Tuesday, July 12, 2011

Taiwanese with Chinese Characteristics?

You can tell it’s election season again in Taiwan. How so? Among pan-Blue candidates, being Taiwanese is suddenly popular again – too popular, if New Party Chairman Yok Mu-ming has anything to say about it.

Yok made an announcement yesterday in response to comments DPP presidential candidate Tsai Ing-wen made at a campaign event in Nantou (English, Chinese), where she defended her declaration of her Taiwanese identity in a recent campaign ad. At the July 9 event, she explained:


Recently, some people have falsely understood the meaning of the words, ‘I am Taiwanese’ that I said in my advertisement. I must emphasize, ‘I am Taiwanese,’ refers to anyone who lives in Taiwan and identifies with Taiwan’s people. Anyone who travels abroad should loudly proclaim, ‘I am Taiwanese,’ in order to inform foreigners of Taiwan’s existence and help them understand the development of Taiwan’s economy, society, democracy and human rights.

Tsai also accused Ma of seemingly being unable to utter the word, “Taiwanese.”

Ma was not about to take that one lying down! On his June 12 Facebook page post, he responded (Chinese, English): 


In my blood, I am a Chinese son of the Yellow Emperor. In terms of my identity, I identify with Taiwan and fight for Taiwan. I am Taiwanese. In terms of nationality, I am a citizen of the ROC, and I am the President of the ROC.
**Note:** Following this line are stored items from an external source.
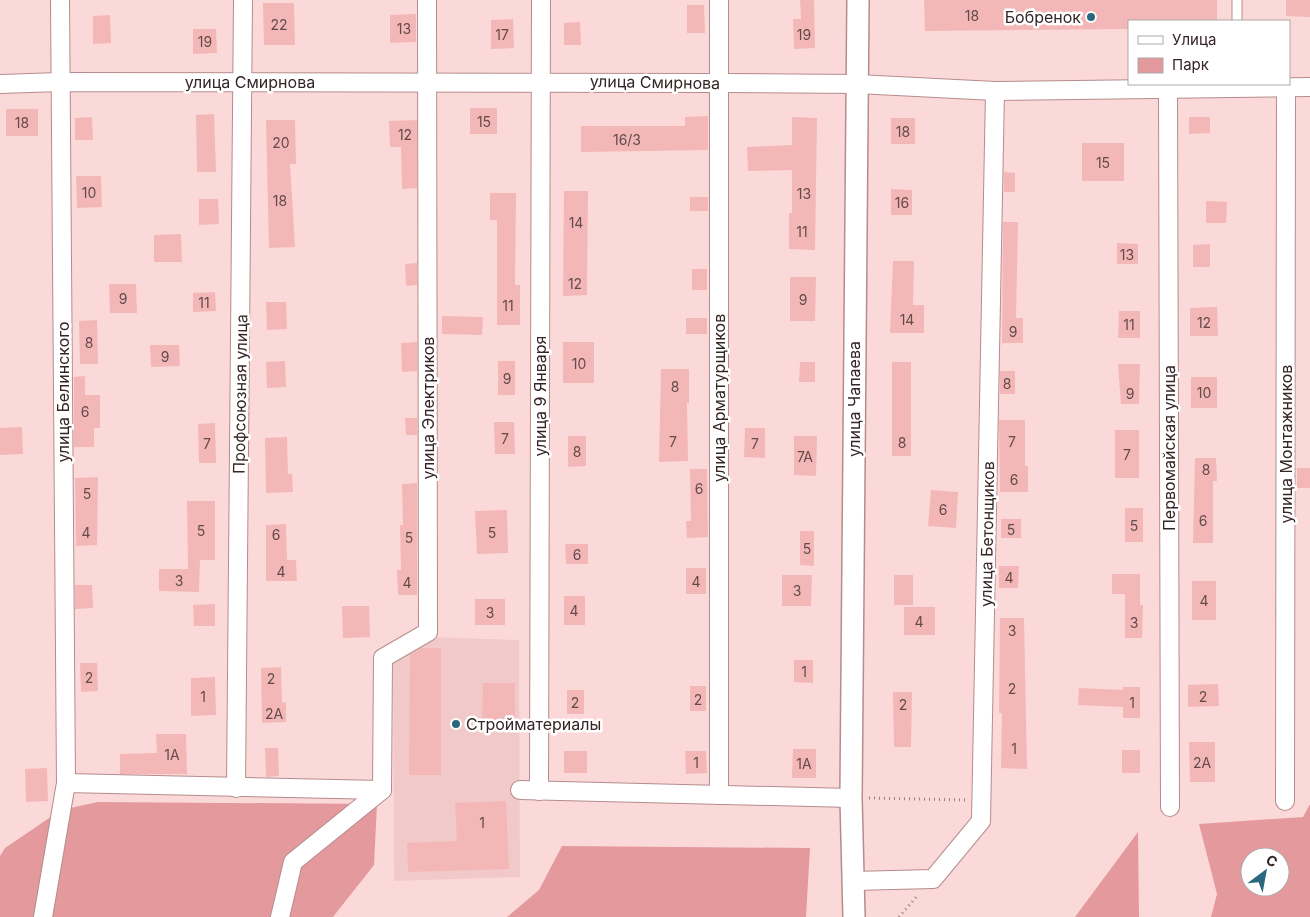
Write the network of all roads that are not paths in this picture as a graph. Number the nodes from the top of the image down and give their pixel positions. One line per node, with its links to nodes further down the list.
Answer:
1 (60, 0): 11 (street, улица Белинского)
2 (243, 0): 12 (street, Профсоюзная улица)
3 (427, 0): 9 (street, улица Электриков)
4 (541, 0): 10 (street, улица 9 Января)
5 (719, 0): 13 (street, улица Арматурщиков)
6 (858, 0): 15 (street, улица Чапаева)
7 (1237, 0): 8 (lane)
8 (1238, 20)
9 (426, 81): 10 (street, улица Смирнова); 12 (street, улица Смирнова); 23 (street, улица Электриков)
10 (540, 81): 13 (street, улица Смирнова); 25 (street, улица 9 Января)
11 (60, 82): 12 (street, улица Смирнова); 14 (street, улица Смирнова); 21 (street, улица Белинского)
12 (243, 83): 22 (street, Профсоюзная улица)
13 (718, 83): 15 (street, улица Смирнова); 26 (street, улица Арматурщиков)
14 (0, 84)
15 (857, 84): 20 (street, улица Смирнова); 27 (street, улица Чапаева)
16 (1238, 86): 18 (street, улица Смирнова); 19 (street, улица Смирнова)
17 (1310, 87): 18 (street, улица Смирнова)
18 (1286, 88): 28 (street, улица Монтажников)
19 (1168, 89): 20 (street, улица Смирнова); 29 (street, Первомайская улица)
20 (995, 91): 30 (street, улица Бетонщиков)
21 (66, 783): 22 (street); 31 (street, улица Белинского)
22 (236, 788): 23 (street)
23 (382, 790): 32 (street)
24 (520, 790): 25 (street)
25 (539, 791): 26 (street)
26 (719, 795): 27 (street)
27 (851, 798): 30 (street, улица Чапаева)
28 (1285, 801)
29 (1170, 807)
30 (853, 881): 33 (street, улица Чапаева)
31 (43, 917)
32 (280, 917)
33 (854, 917)

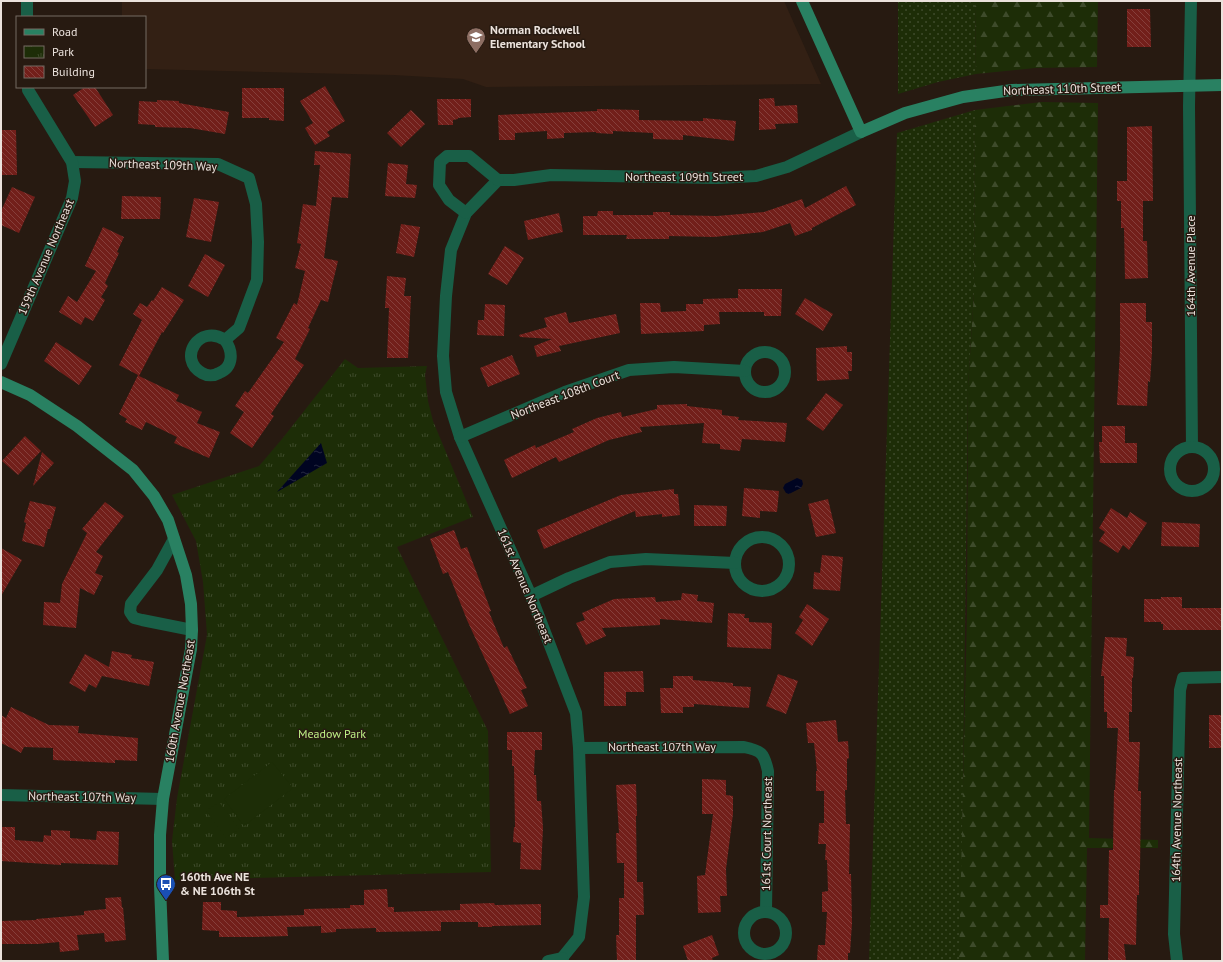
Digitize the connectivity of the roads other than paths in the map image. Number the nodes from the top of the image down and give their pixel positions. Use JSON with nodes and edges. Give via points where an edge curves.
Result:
{"nodes":[{"id":1,"x":27,"y":1,"type":"edge"},
{"id":2,"x":802,"y":1,"type":"edge"},
{"id":3,"x":1191,"y":1,"type":"edge"},
{"id":4,"x":27,"y":16,"type":"edge"},
{"id":5,"x":1190,"y":85,"type":"junction"},
{"id":6,"x":1222,"y":85,"type":"edge"},
{"id":7,"x":28,"y":88,"type":"edge"},
{"id":8,"x":860,"y":132,"type":"junction"},
{"id":9,"x":72,"y":162,"type":"junction"},
{"id":10,"x":498,"y":180,"type":"junction"},
{"id":11,"x":466,"y":213,"type":"junction"},
{"id":12,"x":225,"y":340,"type":"dead end"},
{"id":13,"x":1,"y":364,"type":"edge"},
{"id":14,"x":744,"y":371,"type":"dead end"},
{"id":15,"x":1,"y":382,"type":"edge"},
{"id":16,"x":460,"y":437,"type":"junction"},
{"id":17,"x":1192,"y":447,"type":"dead end"},
{"id":18,"x":174,"y":539,"type":"junction"},
{"id":19,"x":735,"y":563,"type":"junction"},
{"id":20,"x":531,"y":596,"type":"junction"},
{"id":21,"x":192,"y":630,"type":"junction"},
{"id":22,"x":1222,"y":677,"type":"edge"},
{"id":23,"x":744,"y":747,"type":"joint"},
{"id":24,"x":579,"y":748,"type":"junction"},
{"id":25,"x":1,"y":795,"type":"edge"},
{"id":26,"x":163,"y":799,"type":"junction"},
{"id":27,"x":766,"y":911,"type":"dead end"},
{"id":28,"x":562,"y":960,"type":"edge"},
{"id":29,"x":163,"y":961,"type":"edge"},
{"id":30,"x":548,"y":961,"type":"edge"},
{"id":31,"x":1177,"y":961,"type":"edge"}],
"edges":[{"from":1,"to":4,"type":"street"},
{"from":2,"to":8,"type":"street"},
{"from":3,"to":5,"type":"street"},
{"from":5,"to":6,"type":"street","name":"Northeast 110th Street"},
{"from":5,"to":8,"type":"street","name":"Northeast 110th Street","via":[[1012,90],[963,97],[906,113]]},
{"from":5,"to":17,"type":"street","name":"164th Avenue Place"},
{"from":7,"to":9,"type":"street","name":"159th Avenue Northeast"},
{"from":8,"to":10,"type":"street","name":"Northeast 109th Street","via":[[787,167],[756,176],[717,178],[552,175]]},
{"from":9,"to":12,"type":"street","name":"Northeast 109th Way","via":[[218,164],[249,178],[256,204],[257,280],[239,328]]},
{"from":9,"to":13,"type":"street","name":"159th Avenue Northeast","via":[[75,181],[72,198]]},
{"from":10,"to":11,"type":"street","name":"161st Avenue Northeast"},
{"from":10,"to":11,"type":"street","via":[[469,156],[447,156],[440,162],[440,185],[449,200]]},
{"from":11,"to":16,"type":"street","name":"161st Avenue Northeast","via":[[452,250],[446,296],[443,356],[446,392]]},
{"from":14,"to":16,"type":"street","name":"Northeast 108th Court","via":[[674,367],[629,370],[566,392]]},
{"from":15,"to":18,"type":"street","name":"160th Avenue Northeast","via":[[30,395],[77,426],[133,470],[168,520]]},
{"from":16,"to":20,"type":"street","name":"161st Avenue Northeast"},
{"from":18,"to":21,"type":"street","name":"160th Avenue Northeast","via":[[186,575]]},
{"from":18,"to":21,"type":"street","via":[[157,570],[131,604],[130,612],[134,618]]},
{"from":19,"to":19,"type":"street","via":[[740,580],[755,590],[772,589],[786,577],[789,569],[787,552],[782,544],[765,537],[748,540],[739,550]]},
{"from":19,"to":20,"type":"street","via":[[646,559],[610,562]]},
{"from":20,"to":24,"type":"street","name":"161st Avenue Northeast","via":[[576,713]]},
{"from":21,"to":26,"type":"street","name":"160th Avenue Northeast","via":[[191,649]]},
{"from":22,"to":31,"type":"street","name":"164th Avenue Northeast","via":[[1183,678],[1179,701],[1174,934]]},
{"from":23,"to":24,"type":"street","name":"Northeast 107th Way"},
{"from":23,"to":27,"type":"street","name":"161st Court Northeast","via":[[757,750],[765,757],[768,771]]},
{"from":24,"to":28,"type":"street","name":"161st Avenue Northeast","via":[[584,897],[579,937]]},
{"from":25,"to":26,"type":"street","name":"Northeast 107th Way"},
{"from":26,"to":29,"type":"street","name":"160th Avenue Northeast","via":[[160,886]]},
{"from":28,"to":30,"type":"street"}]}
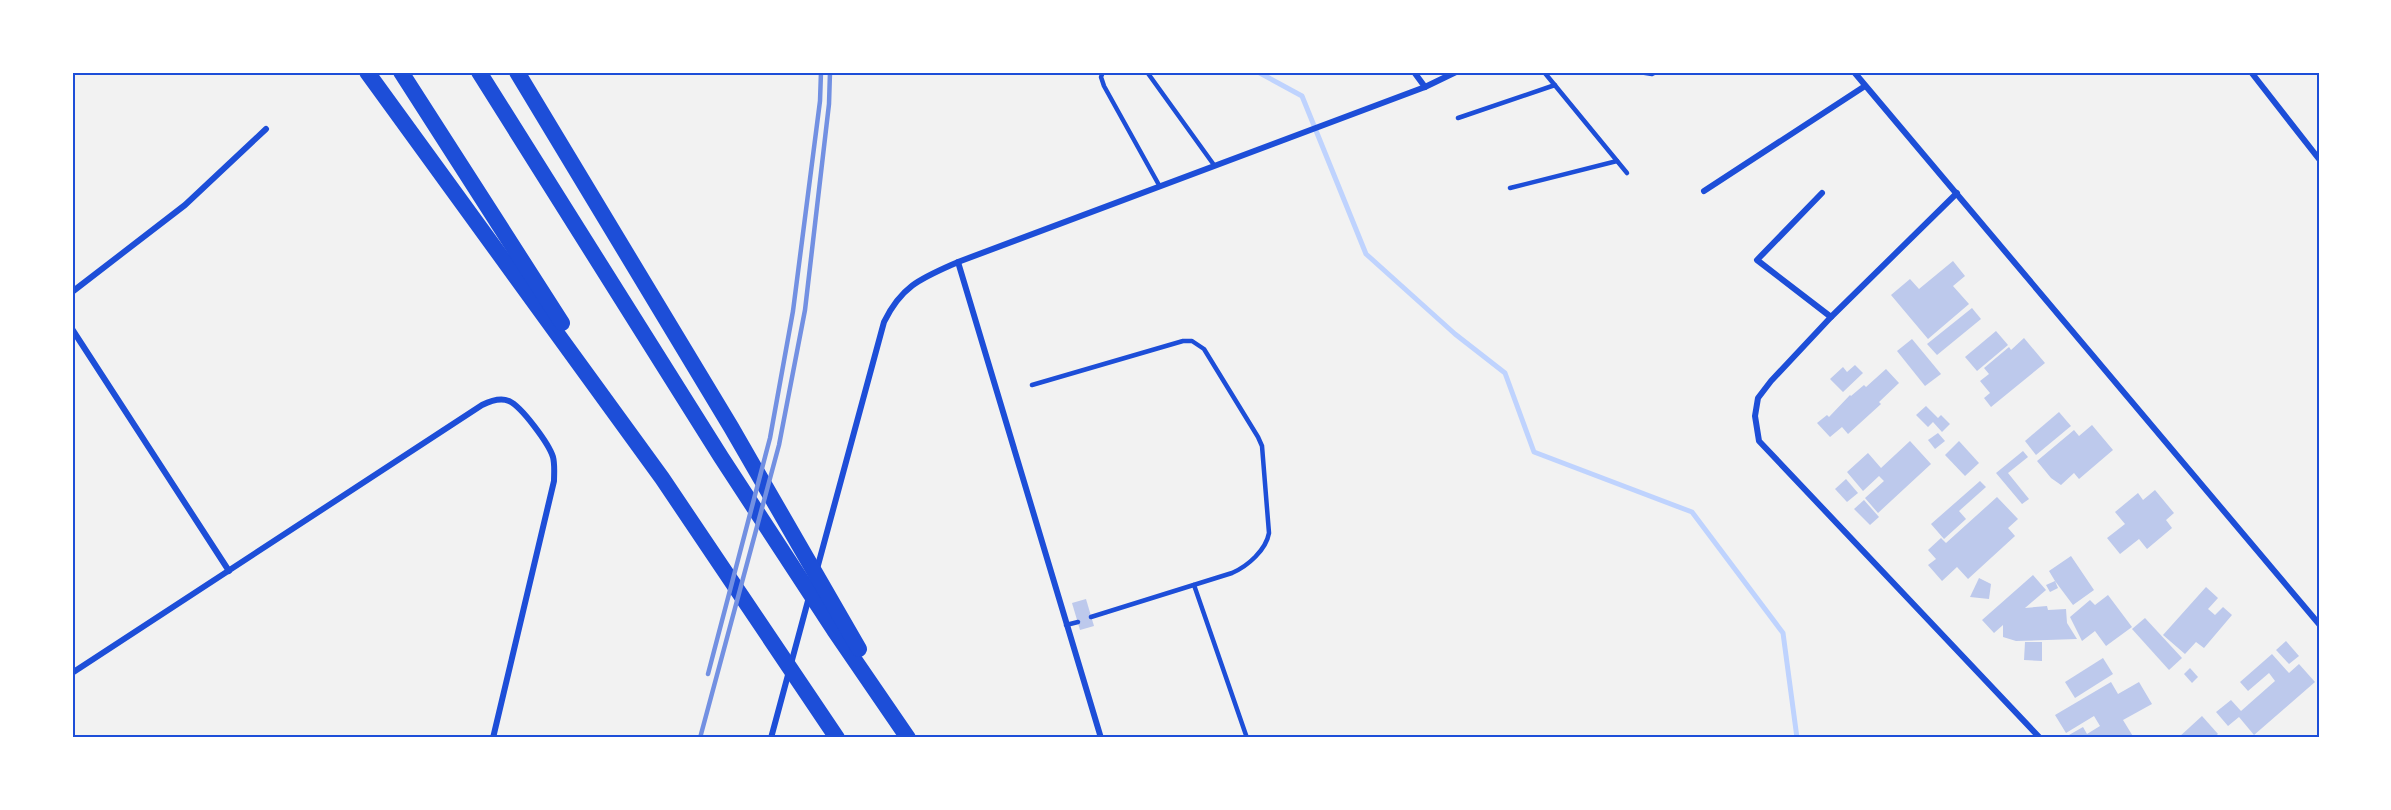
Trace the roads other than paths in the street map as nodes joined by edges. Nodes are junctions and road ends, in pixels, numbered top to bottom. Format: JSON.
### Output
{"nodes":[{"id":1,"x":367,"y":72,"type":"edge"},
{"id":2,"x":401,"y":72,"type":"edge"},
{"id":3,"x":479,"y":72,"type":"edge"},
{"id":4,"x":517,"y":72,"type":"edge"},
{"id":5,"x":1103,"y":72,"type":"edge"},
{"id":6,"x":1147,"y":72,"type":"edge"},
{"id":7,"x":1414,"y":72,"type":"edge"},
{"id":8,"x":1456,"y":72,"type":"edge"},
{"id":9,"x":1544,"y":72,"type":"edge"},
{"id":10,"x":1639,"y":72,"type":"edge"},
{"id":11,"x":1656,"y":72,"type":"edge"},
{"id":12,"x":1854,"y":72,"type":"edge"},
{"id":13,"x":2251,"y":72,"type":"edge"},
{"id":14,"x":1555,"y":85,"type":"junction"},
{"id":15,"x":1865,"y":86,"type":"junction"},
{"id":16,"x":1425,"y":87,"type":"junction"},
{"id":17,"x":1458,"y":118,"type":"dead end"},
{"id":18,"x":266,"y":129,"type":"dead end"},
{"id":19,"x":2319,"y":159,"type":"edge"},
{"id":20,"x":1617,"y":160,"type":"junction"},
{"id":21,"x":1214,"y":165,"type":"junction"},
{"id":22,"x":1627,"y":173,"type":"dead end"},
{"id":23,"x":1159,"y":185,"type":"junction"},
{"id":24,"x":1510,"y":188,"type":"dead end"},
{"id":25,"x":1704,"y":191,"type":"dead end"},
{"id":26,"x":1822,"y":193,"type":"dead end"},
{"id":27,"x":1958,"y":193,"type":"junction"},
{"id":28,"x":958,"y":262,"type":"junction"},
{"id":29,"x":72,"y":292,"type":"edge"},
{"id":30,"x":1832,"y":317,"type":"junction"},
{"id":31,"x":72,"y":329,"type":"edge"},
{"id":32,"x":1032,"y":385,"type":"dead end"},
{"id":33,"x":662,"y":478,"type":"junction"},
{"id":34,"x":229,"y":571,"type":"junction"},
{"id":35,"x":1194,"y":585,"type":"junction"},
{"id":36,"x":1091,"y":617,"type":"dead end"},
{"id":37,"x":1078,"y":622,"type":"dead end"},
{"id":38,"x":836,"y":623,"type":"junction"},
{"id":39,"x":2319,"y":624,"type":"edge"},
{"id":40,"x":1066,"y":625,"type":"junction"},
{"id":41,"x":72,"y":673,"type":"edge"},
{"id":42,"x":494,"y":738,"type":"edge"},
{"id":43,"x":771,"y":738,"type":"edge"},
{"id":44,"x":837,"y":738,"type":"edge"},
{"id":45,"x":908,"y":738,"type":"edge"},
{"id":46,"x":1101,"y":738,"type":"edge"},
{"id":47,"x":1247,"y":738,"type":"edge"},
{"id":48,"x":2040,"y":738,"type":"edge"}],
"edges":[{"from":1,"to":33,"type":"highway"},
{"from":2,"to":33,"type":"highway"},
{"from":3,"to":38,"type":"highway"},
{"from":4,"to":38,"type":"highway"},
{"from":5,"to":23,"type":"lane"},
{"from":6,"to":21,"type":"lane"},
{"from":7,"to":16,"type":"street"},
{"from":8,"to":16,"type":"street"},
{"from":9,"to":14,"type":"lane"},
{"from":10,"to":11,"type":"lane"},
{"from":12,"to":15,"type":"street"},
{"from":13,"to":19,"type":"street"},
{"from":14,"to":17,"type":"lane"},
{"from":14,"to":20,"type":"lane"},
{"from":15,"to":25,"type":"street"},
{"from":15,"to":27,"type":"street"},
{"from":16,"to":21,"type":"street"},
{"from":18,"to":29,"type":"street"},
{"from":20,"to":22,"type":"lane"},
{"from":20,"to":24,"type":"lane"},
{"from":21,"to":23,"type":"street"},
{"from":23,"to":28,"type":"street"},
{"from":26,"to":30,"type":"street"},
{"from":27,"to":30,"type":"street"},
{"from":27,"to":39,"type":"street"},
{"from":28,"to":40,"type":"street"},
{"from":28,"to":43,"type":"street"},
{"from":30,"to":48,"type":"street"},
{"from":31,"to":34,"type":"street"},
{"from":32,"to":35,"type":"lane"},
{"from":33,"to":44,"type":"highway"},
{"from":34,"to":41,"type":"street"},
{"from":34,"to":42,"type":"street"},
{"from":35,"to":36,"type":"lane"},
{"from":35,"to":47,"type":"lane"},
{"from":37,"to":40,"type":"lane"},
{"from":38,"to":45,"type":"highway"},
{"from":40,"to":46,"type":"street"}]}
Now, identity is a tricky thing, as many residents of Taiwan know well. Many local residents declare that they share both a Taiwanese and Chinese identity. If we could truly believe that Ma was one of these conflicted souls, we would not be quick to play down his declaration.

However, Ma has hardly been shy about declaring his Chineseness in the past (this interview is just one case among many). See this interview, for example. In fact, he has made such a point of declaring Chinese identity that his sudden verbal acrobatics hardly come across as more than electioneering.

Enter Yok Mu-ming.

Yok stirred the pot on July 12 when, in his response to Tsai’s Nantou speech, he stated (Chinese): 

 我是郁慕明,我是中國人! (I am Yok Mu-ming. I am Chinese.) 

Grammatically, his declaration mirrors that of Tsai, and, on the surface, the statement is indeed targeted at the DPP presidential candidate.

Yet, the fact that Yok’s statement followed right on the heels of Ma’s cannot be overlooked, nor can the fact that, at the time of the posting of Yok’s declaration on the New Party’s website, another statement was posted that declared that the New Party would definitely be taking part in the January legislative elections. This declaration was hardly news to anyone who has been paying attention to Taiwan’s political environment. But the back-to-back posting of these statements to the New Party website recalls the big picture.

Yok is intelligent enough to know that he will not score political points against the DPP with his rhetoric. As the bluest of Taiwan’s blue parties, the New Party is not about to peel off votes from the DPP in the upcoming legislative election. The DPP seemingly agrees, if their refusal to respond to him is any indication.

However, as it becomes ever more evident that all is not well (Chinese) between the KMT and James Soong and his People’s First Party, raising the prospect that three blue parties will fight over seats in the legislature, Yok might feel that there is value in passing his party off as Bluer-Than-Thou. Yok's real dart board might just be Taiwan's newest Taiwanese with Chinese characteristics.